Supplementary Materials

Figure S1. Illustration of the proportions of SARS‐CoV‐2 lineages in the Republic of Angola per month from June 2020 to February 2022.

Figure S2. The mean monthly viral importation events into Angola and exports from Angola (shown in gray), standard deviation displayed with shading around the line. The mean importation (A) and exportation (B) events for the three countries with the greatest number of viral exchanges with Angola are also displayed.

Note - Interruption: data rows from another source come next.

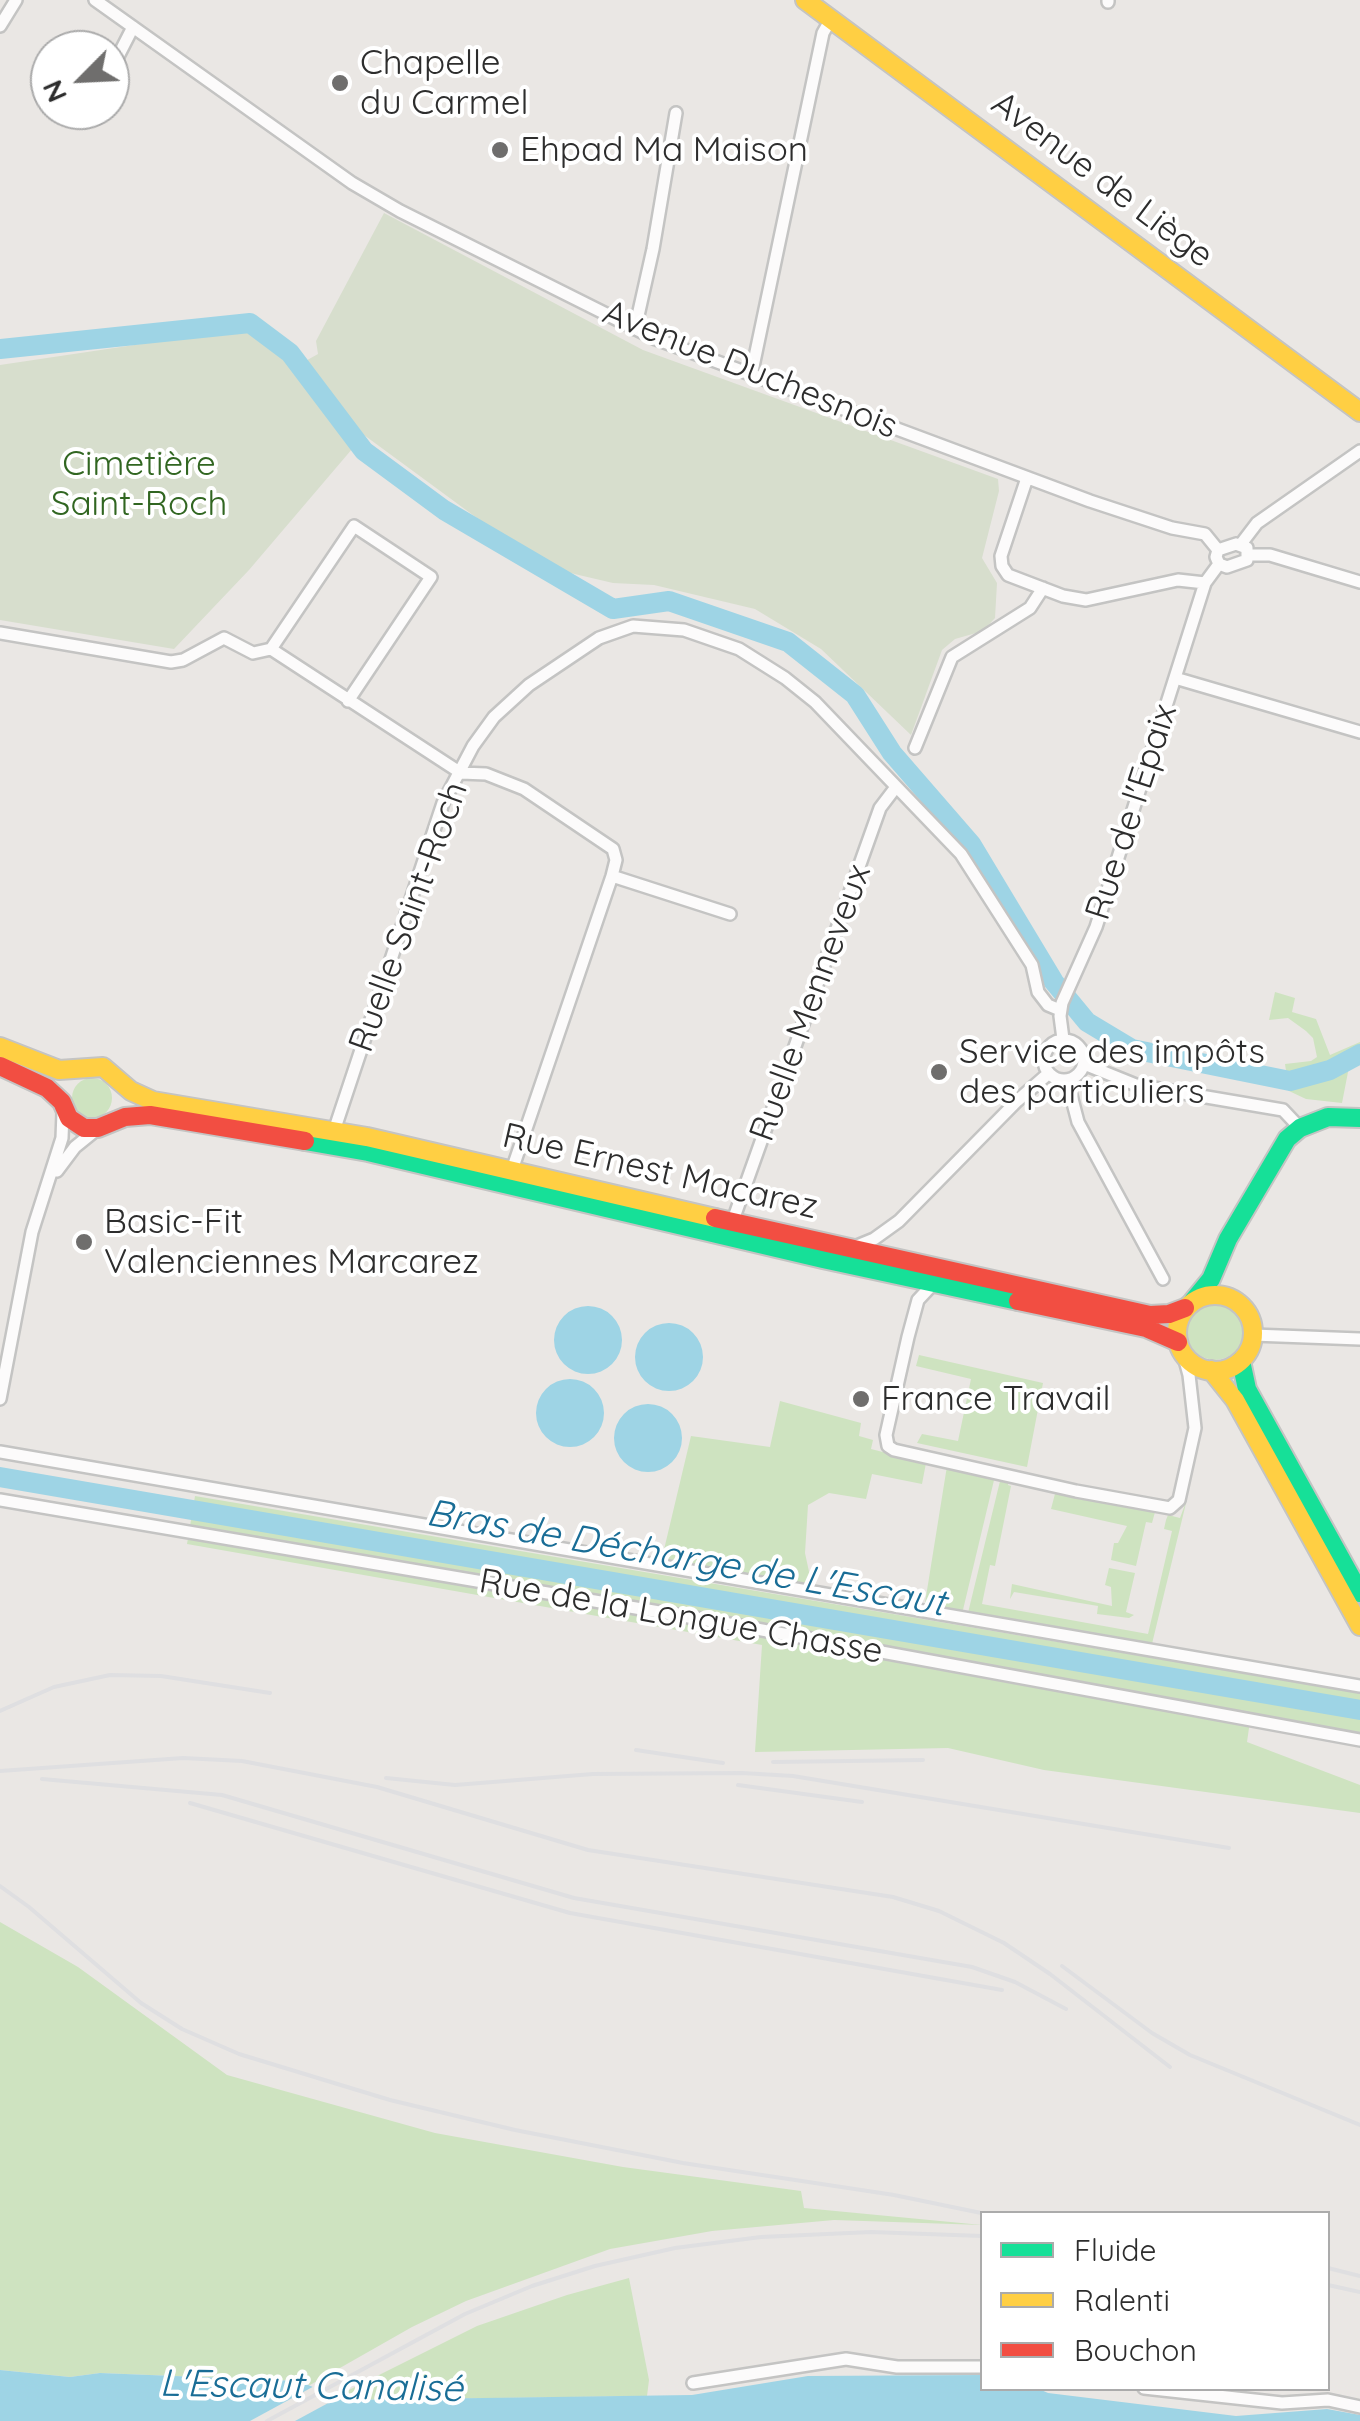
<!DOCTYPE html>
<meta charset="utf-8">
<style>
body{margin:0}
#map{position:relative;width:1360px;height:2421px;overflow:hidden;background:#eae7e4;font-family:Quicksand,sans-serif}
canvas{display:block}
.legend{position:absolute;left:980px;top:2211px;width:350px;height:180px;box-sizing:border-box;background:#fff;border:2px solid #ababab;margin:0;padding:12px 18px;list-style:none;font-size:30px;color:#2d2d2d}
.legend li{display:flex;align-items:center;gap:20px;height:50px}
.legend b{width:50px;border:2px solid #ababab}
.north{position:absolute;left:30px;top:30px;width:100px;height:100px;box-sizing:border-box;background:#fff;border:2px solid #ababab;border-radius:50%;rotate:246deg;font-size:28px;font-weight:700;line-height:40px;text-align:center;color:#2d2d2d}
.north::after{content:'';display:block;margin:auto;width:35px;height:45px;background:#6f6e6d;clip-path:polygon(50% 0,100% 100%,50% 72%,0 100%)}
</style>
<div id="map">
<canvas width="1360" height="2421"></canvas>
<ul class="legend">
<li><b style="height:12px;background:#16e098"></b>Fluide</li>
<li><b style="height:12px;background:#ffcf43"></b>Ralenti</li>
<li><b style="height:12px;background:#f24e42"></b>Bouchon</li>
</ul>
<div class="north">N</div>
</div>
<script>
const g = document.querySelector('canvas').getContext('2d');
g.lineJoin = 'round';
function paint(path, color) { g.fillStyle = color; g.fill(path, 'evenodd'); }
const toPath = rows => new Path2D(rows.map(r => 'M' + r).join(''));
function stroke(path, color, width, dash) { g.strokeStyle = color; g.lineWidth = width; g.lineCap = dash ? 'butt' : 'round'; g.setLineDash(dash || []); g.stroke(path); }
function label(font, color, halo, rows, align = 'center') {
  g.font = font + ' Quicksand,sans-serif'; g.lineWidth = 8; g.setLineDash([]); g.textBaseline = 'middle'; g.strokeStyle = halo; g.fillStyle = color; for (const [text, x, y, turn = 0] of rows) {
    g.save(); g.translate(x, y); g.rotate((+turn || 0) * Math.PI / 180); g.textAlign = isNaN(turn) ? turn : align; if (halo) g.strokeText(text, 0, 0); g.fillText(text, 0, 0); g.restore();
  }
}
paint(toPath([
 [1275,992,1295,998,1292,1012,1316,1019,1330,1055,1360,1042,1360,1063,1349,1067,1342,1103,1306,1099,1289,1091,1285,1064,1311,1061,1317,1057,1313,1038,1306,1031,1288,1018,1269,1020],
 '72 1098a20 20 0 1 1 40 0a20 20 0 1 1-40 0Z',
 '1187 1332a28 28 0 1 1 56 0a28 28 0 1 1-56 0Z',
 [919,1355,1043,1383,1027,1467,917,1443,922,1434,958,1441,971,1379,916,1366],
 [780,1401,861,1423,859,1436,873,1440,871,1449,926,1463,922,1484,872,1474,866,1499,829,1493,808,1505,805,1553,811,1581,806,1585,662,1558,691,1436,770,1447],
 [947,1466,995,1476,962,1614,924,1609],
 [1001,1477,1010,1478,1008,1485,1011,1486,995,1566,990,1565,982,1604,1148,1634,1172,1531,1164,1529,1166,1520,1168,1515,1180,1518,1187,1499,1151,1648,967,1617],
 [1056,1490,1155,1512,1152,1523,1146,1522,1136,1566,1111,1560,1114,1543,1118,1543,1127,1526,1051,1509],
 [195,1496,1360,1693,1360,1733,1251,1714,1247,1742,1360,1785,1360,1813,1044,1770,948,1748,755,1752,762,1645,187,1544],
 [1109,1568,1135,1573,1126,1612,1134,1615,1129,1618,1097,1614,1098,1606,1014,1592,1010,1599,1012,1584,1112,1606,1111,1587,1105,1585],
 [0,1922,78,1967,227,2075,435,2133,623,2167,801,2191,804,2208,982,2225,834,2220,712,2231,610,2249,466,2301,412,2327,310,2385,299,2381,100,2373,70,2377,0,2370],
 [629,2278,649,2380,647,2396,343,2400,335,2397,477,2326,567,2295]
]), '#cee3c0');
paint(toPath([
 [384,213,643,350,998,479,999,491,982,558,997,583,995,618,983,631,955,639,942,650,911,735,821,649,755,609,654,585,613,583,566,572,481,521,364,435,249,570,174,649,0,620,0,365,248,328,293,368,318,354,316,341]
]), '#d7decd');
paint(toPath([
 '554 1340a34 34 0 1 1 68 0a34 34 0 1 1-68 0Z',
 '635 1357a34 34 0 1 1 68 0a34 34 0 1 1-68 0Z',
 '536 1413a34 34 0 1 1 68 0a34 34 0 1 1-68 0Z',
 '614 1438a34 34 0 1 1 68 0a34 34 0 1 1-68 0Z',
 [0,2370,70,2377,100,2373,299,2381,343,2400,692,2395,808,2376,982,2375,982,2388,1039,2389,1048,2393,1236,2416,1327,2409,1360,2415,1360,2421,0,2421]
]), '#9ed4e5');
paint(toPath([
 [318,2384,343,2395,295,2421,250,2421]
]), '#eae7e4');
stroke(toPath([
 [0,349,250,323,290,353,364,451,444,510,613,609,669,601,788,642,855,695,892,753,971,844,1054,982,1087,1022,1132,1049,1290,1081,1330,1070,1360,1054],
 [0,1477,1360,1710]
]), '#9ed4e5', 20);
const street = toPath([
 [95,0,352,183,400,211,656,339,1090,501,1172,528,1205,534,1218,550],
 [1108,0,1108,2],
 [0,26,16,0],
 [110,72,133,27],
 [85,122,91,110],
 [635,329,653,249,676,113],
 [751,376,823,33,831,19],
 [1027,478,1001,556,1002,566,1008,575,1063,596,1086,600,1178,580,1205,583],
 [1236,544,1247,548,1247,560,1227,567,1219,564,1216,557,1218,550,1236,544],
 [1241,544,1257,523,1360,451],
 [1249,555,1270,555,1360,582],
 [0,633,171,662,183,660,224,638,253,653,271,649,461,773,486,774,524,789,613,849,616,860,612,876,512,1170],
 [271,649,354,526,431,577,348,701],
 [1175,678,1360,732],
 [915,748,952,657,1030,608,1043,588],
 [612,876,730,914],
 [1063,1039,1060,1016,1062,1003,1096,927,1205,583,1219,564],
 '1044 1060a20 20 0 1 1 40 0a20 20 0 1 1-40 0Z',
 [1084,1064,1136,1085,1283,1110,1300,1128],
 [1067,1080,1078,1122,1163,1279],
 [334,1131,443,803,473,746,494,717,529,685,599,638,633,626,684,630,739,649,785,678,815,702,961,854,1032,965,1038,992,1048,1005,1060,1010],
 [57,1171,75,1147,96,1130],
 [732,1223,880,808,896,787],
 [852,1248,874,1239,899,1221,1017,1101,1049,1073],
 [934,1283,918,1300,908,1337,886,1435,888,1446,894,1450,1076,1491,1170,1508,1179,1500,1195,1428,1189,1375,1183,1353],
 [1253,1335,1360,1339],
 [0,1399,32,1232,62,1138,63,1112],
 [0,1452,1360,1686],
 [0,1500,724,1623,1360,1740],
 [693,2383,846,2359,897,2367,982,2367],
 [1144,2388,1282,2403,1328,2400,1360,2407]
]);
const fast = toPath([
 [305,1141,368,1152,823,1259,1018,1301],
 [1193,1301,1211,1279,1228,1239,1287,1139,1300,1128,1328,1117,1360,1118],
 [1241,1361,1247,1389,1360,1593]
]);
const slow = toPath([
 [805,0,1360,412],
 [0,1047,59,1070,103,1067,131,1091,153,1101,367,1137,715,1218],
 '1177 1333a38 38 0 1 1 76 0a38 38 0 1 1-76 0Z',
 [1211,1370,1235,1400,1360,1626]
]);
const jam = toPath([
 [0,1066,47,1088,62,1102,69,1118,84,1128,98,1128,125,1117,150,1115,305,1141],
 [715,1218,1150,1315,1169,1314,1185,1308],
 [1018,1301,1146,1328,1178,1342]
]);
stroke(street, '#c4c4c3', 16);
stroke(fast, '#c4c4c3', 22);
stroke(slow, '#c4c4c3', 22);
stroke(jam, '#c4c4c3', 22);
stroke(street, '#fcfbfb', 11);
stroke(fast, '#16e098', 18);
stroke(slow, '#ffcf43', 18);
stroke(jam, '#f24e42', 18);
stroke(toPath([
 [0,1711,54,1687,110,1675,161,1676,270,1693],
 [636,1750,723,1763],
 [773,1762,923,1760],
 [0,1771,183,1758,242,1761,377,1787,588,1850,893,1897,939,1911,1004,1943,1050,1974,1170,2067],
 [386,1778,455,1785,593,1774,742,1773,793,1776,1229,1848],
 [42,1779,222,1795,574,1898,972,1967,1015,1982,1066,2009],
 [738,1785,862,1802],
 [190,1803,570,1913,1002,1990],
 [0,1886,29,1907,141,2003,182,2029,239,2054,390,2100,515,2130,683,2163,894,2195,986,2214],
 [1062,1966,1152,2033,1190,2055,1360,2125],
 [1328,2268,1360,2276],
 [1328,2285,1360,2292],
 [267,2421,465,2314,532,2286,595,2266,675,2248,761,2237,871,2232,982,2236]
]), '#dfdfe1', 4);
for (const [x, y, r, color] of [
 [340,83,10,"#6f6e6d"],
 [500,150,10,"#6f6e6d"],
 [939,1072,10,"#6f6e6d"],
 [84,1242,10,"#6f6e6d"],
 [861,1399,10,"#6f6e6d"]
]) { const dot = new Path2D(); dot.arc(x, y, r, 0, 2 * Math.PI); g.fillStyle = color; g.fill(dot); stroke(dot, '#fff', 4); }
label('35px', '#2d2d2d', '#fff', [
 ["Chapelle",360,63],
 ["du Carmel",360,103],
 ["Ehpad Ma Maison",520,150],
 ["Service des impôts",959,1052],
 ["des particuliers",959,1092],
 ["Basic-Fit",104,1222],
 ["Valenciennes Marcarez",104,1262],
 ["France Travail",881,1399]
], 'left');
label('35px', '#2d2d2d', '#fff', [
 ["Avenue de Liège",1102,180,37],
 ["Avenue Duchesnois",750,370,22],
 ["Rue de l'Epaix",1132,812,-72],
 ["Ruelle Saint-Roch",409,917,-70],
 ["Ruelle Menneveux",811,1003,-70],
 ["Rue Ernest Macarez",660,1172,13],
 ["Rue de la Longue Chasse",681,1617,10]
]);
label('35px', '#316621', '#fff', [
 ["Cimetière",139,464],
 ["Saint-Roch",139,504]
]);
label('italic 38px', '#196d96', '#fff', [
 ["Bras de Décharge de L'Escaut",686,1559,10],
 ["L'Escaut Canalisé",311,2387,1]
]);
</script>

Data Availability Statement

The SARS‐CoV‐2 whole genome sequences that were investigated were retrieved from the GISAID sequence database. A full list of the Angolan sequences as well as global references is presented and acknowledged using the GISAID EPI set identifier EPI_SET_230222vy and doi:10.55876/gis8.230222vy and/or doi:10.55876/gis8.230222vy and is also available on the following GitHub repository (https://github.com/CERI-KRISP/Molecular-epidemiology-of-SARS-CoV-2-in-Angola). The GitHub repository contains the alignments, raw and time‐scaled ML tree topologies, data analysis and visualization scripts, and all BEAST XML files used here, which will allow for the independent reproduction of the results.

All data produced in the present study are available upon reasonable request to the corresponding author.